00:00 (upbeat music)
00:02 When I was a kid, how did I become an artist?
00:07 There wasn't an option.
00:08 Because my mother was a professional artist,
00:11 it was kind of a given that she would facilitate
00:15 my abilities and nurture them as much as she could.
00:19 If I had tried to be a lawyer, she would have disowned me.
00:23 So it's just natural.
00:25 I'm not happy unless I'm creating something.
00:28 My name is Nick Mills.
00:30 I'm from New York originally,
00:32 and I am an artist of many different media.

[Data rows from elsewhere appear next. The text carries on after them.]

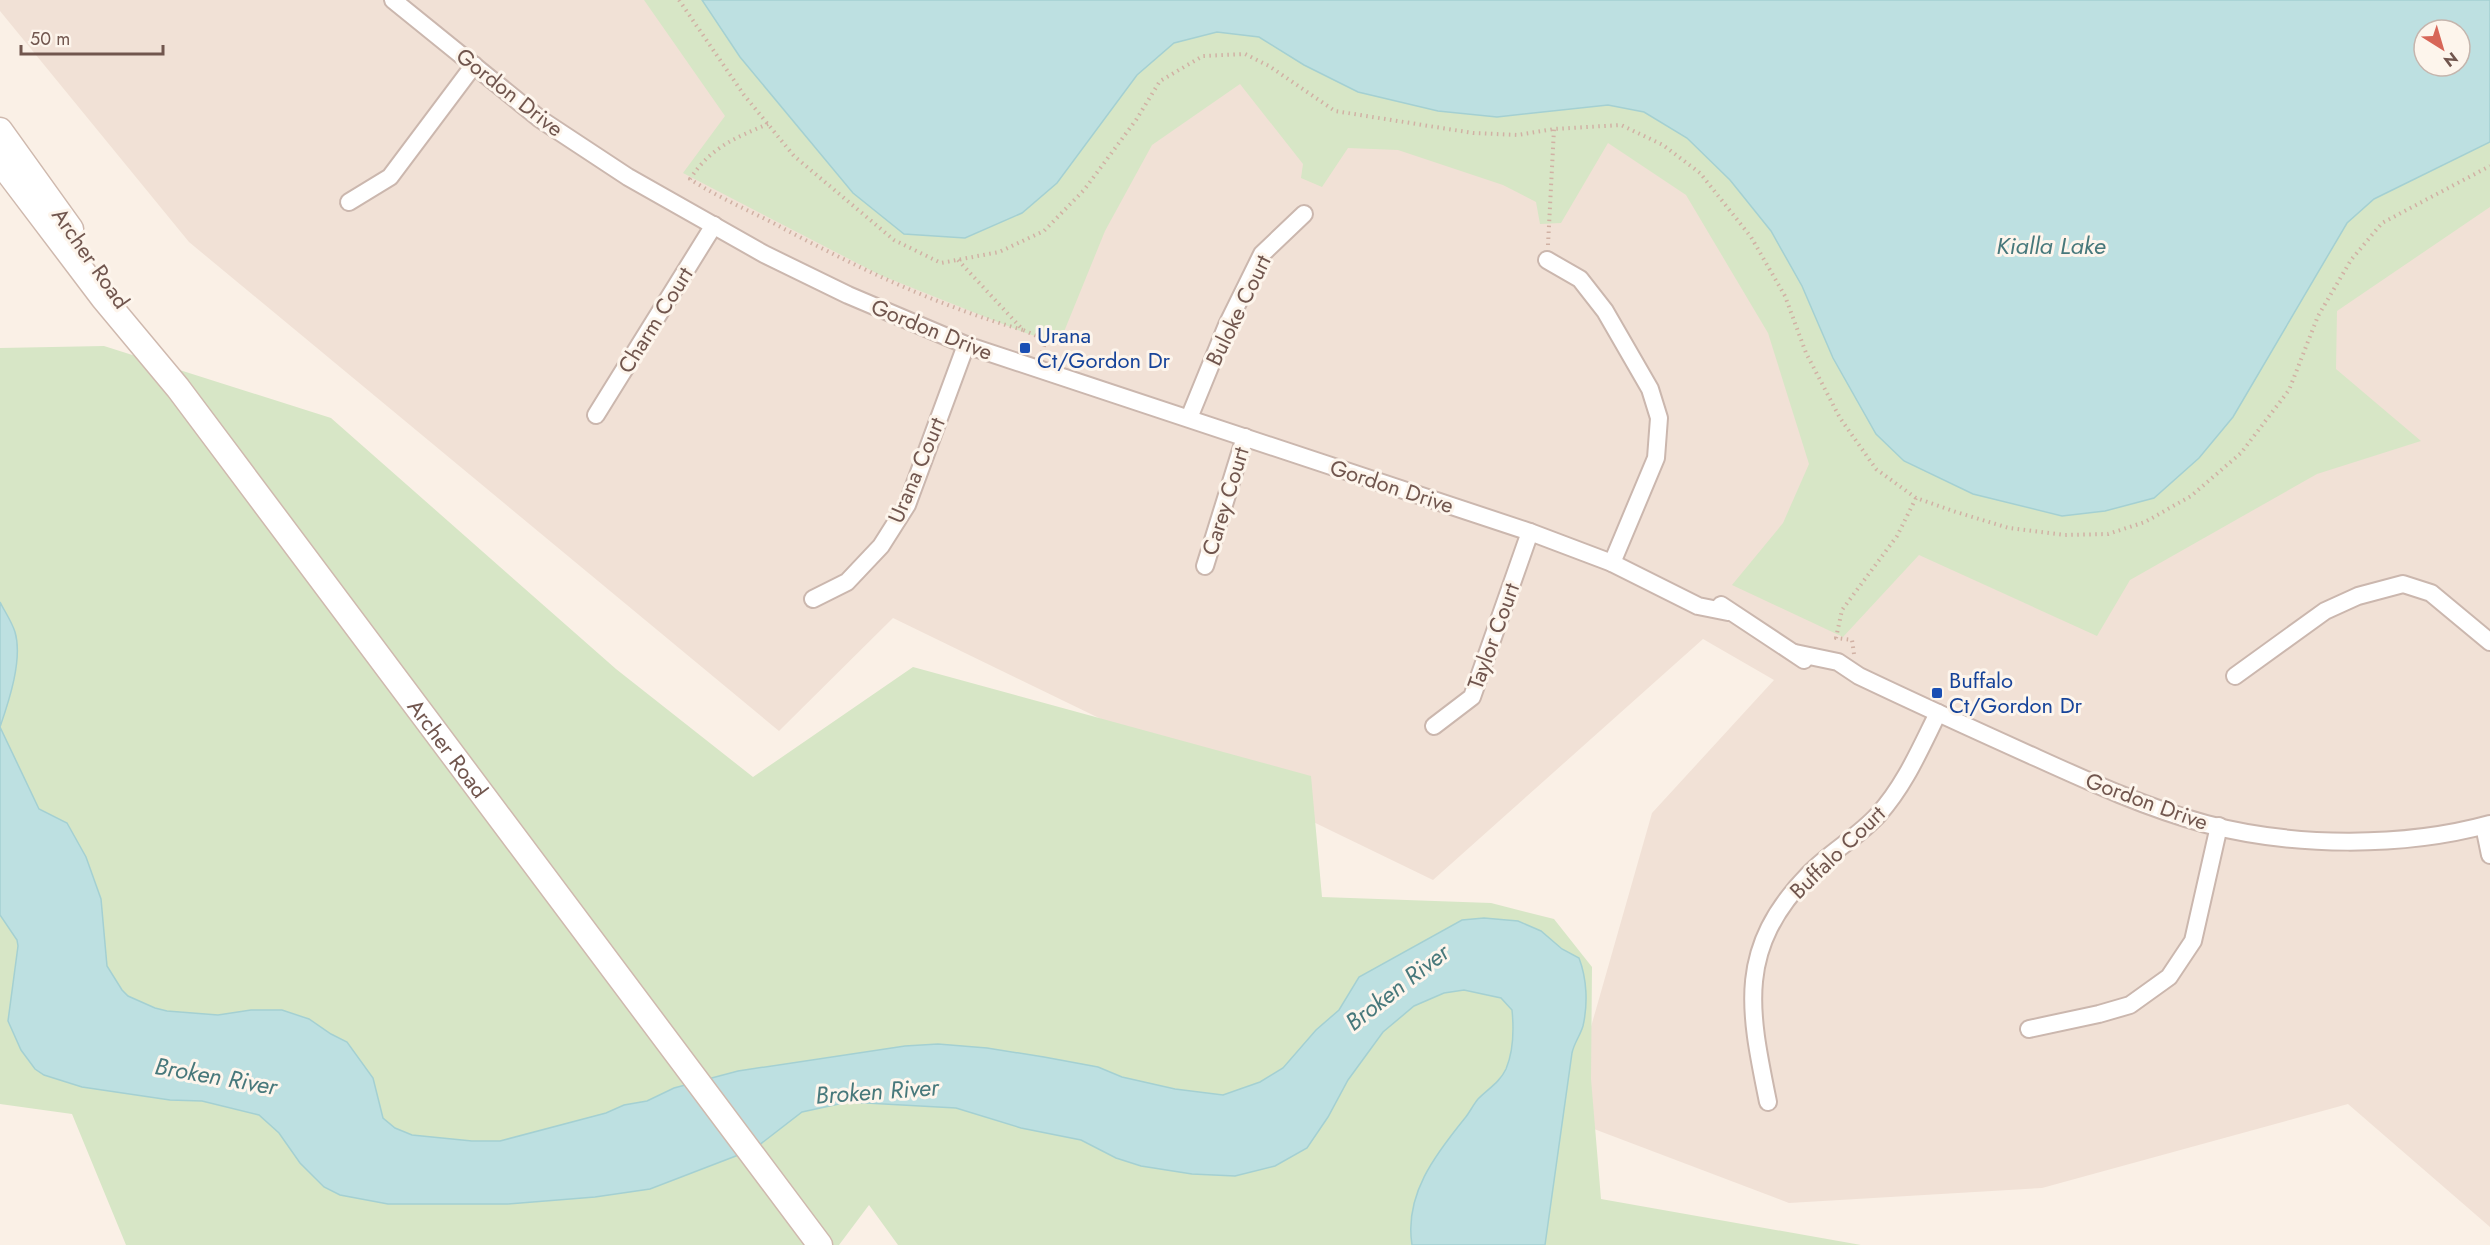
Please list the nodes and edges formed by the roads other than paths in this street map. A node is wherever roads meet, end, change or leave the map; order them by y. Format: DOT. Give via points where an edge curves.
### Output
graph roads {
  1 [pos="393,0"];
  2 [pos="474,65"];
  3 [pos="0,130"];
  4 [pos="0,162"];
  5 [pos="349,202"];
  6 [pos="1304,214"];
  7 [pos="714,225"];
  8 [pos="1547,260"];
  9 [pos="966,345"];
  10 [pos="178,388"];
  11 [pos="596,415"];
  12 [pos="1189,418"];
  13 [pos="1245,437"];
  14 [pos="1530,532"];
  15 [pos="1612,563"];
  16 [pos="1205,566"];
  17 [pos="813,599"];
  18 [pos="2490,642"];
  19 [pos="2235,676"];
  20 [pos="1938,713"];
  21 [pos="1434,726"];
  22 [pos="2487,825"];
  23 [pos="2219,826"];
  24 [pos="2490,855"];
  25 [pos="2029,1029"];
  26 [pos="1768,1102"];
  27 [pos="820,1245"];
  1 -- 2 [label="street, Gordon Drive"];
  2 -- 5 [label="street" via="390,177"];
  2 -- 7 [label="street, Gordon Drive" via="540,119 628,177"];
  3 -- 10 [label="main road, Archer Road" via="105,276"];
  4 -- 10 [label="main road, Archer Road" via="103,298"];
  6 -- 12 [label="street, Buloke Court" via="1262,255 1227,325"];
  7 -- 9 [label="street, Gordon Drive" via="848,295"];
  7 -- 11 [label="street, Charm Court"];
  8 -- 15 [label="street" via="1580,279 1605,311 1650,389 1659,418 1656,458"];
  9 -- 12 [label="street, Gordon Drive"];
  9 -- 17 [label="street, Urana Court" via="907,505 881,546 847,582"];
  10 -- 27 [label="main road, Archer Road"];
  12 -- 13 [label="street, Gordon Drive"];
  13 -- 14 [label="street, Gordon Drive"];
  13 -- 16 [label="street, Carey Court"];
  14 -- 15 [label="street, Gordon Drive"];
  14 -- 21 [label="street, Taylor Court" via="1472,697"];
  15 -- 20 [label="street, Gordon Drive" via="1698,606 1728,612 1810,666 1859,676"];
  18 -- 19 [label="street" via="2432,593 2403,584 2358,596 2325,611"];
  20 -- 23 [label="street, Gordon Drive" via="2150,807"];
  20 -- 26 [label="street, Buffalo Court" via="1902,785 1876,817 1810,873 1788,897 1768,930 1756,962 1752,992 1755,1036"];
  22 -- 23 [label="street, Gordon Drive" via="2364,841 2285,838"];
  22 -- 24 [label="street"];
  23 -- 25 [label="street" via="2193,941 2169,977 2130,1005"];
}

00:36 Now it's portrait photography.
00:38 I was accepted at the prestigious Cooper Union
00:43 School of Art, and then summarily expelled two years later.
00:48 Immediately hit the streets of New York
00:51 selling airbrush design t-shirts,
00:53 which ended up in the Metropolitan Museum of Art, luckily.
00:57 I painted the murals at Indochine, New York,
00:59 which is one of the hot restaurants of the city.
01:02 So I always seemed to fall into these lucky breaks.
01:06 I always had an idea of what to do,
01:08 and I would just try it and do it.
01:10 And somehow I always got lucky that it worked.
01:14 I never made money, but I never starved.
01:16 My mother did these beautiful Easter eggs.
01:21 So I built a little studio and I took my lamps,
01:26 my soft boxes, and I shot the eggs.
01:29 And I had a friend who's a cinematographer.
01:32 He's a cameraman.
01:33 He helped me to figure out how to do this high key lighting
01:36 to really make the eggs look beautiful.
01:39 And then I thought, you know,
01:40 I could put a person's head in this larger version
01:43 of the same setup.
01:45 And so I did.
01:46 I had some friends come over and I took their picture
01:48 and I thought, wow, this is really something.
01:52 I wanted to catalog and record the fashion statements
01:57 of the young people in Portland, Oregon, the hipster look.
02:01 And I had come from New York where there was the punk look.
02:04 And before that, when I was a little kid,
02:06 there were hippies and I watched these changes.
02:09 And then here's this hipster look.
02:10 And I thought I'm going to capture this.
02:12 So I built on the back of my pickup truck,
02:14 the photo studio, and I recorded the hipster look
02:17 by driving around into different neighborhoods,
02:20 parking and holding photo sessions.
02:23 That started in 2015 and I did it for one whole summer
02:27 and it was embraced right away.
02:28 I would shoot from six, seven o'clock
02:33 until two in the morning and it would feel like one hour.
02:36 And I thought, wow, if I'm in Portland.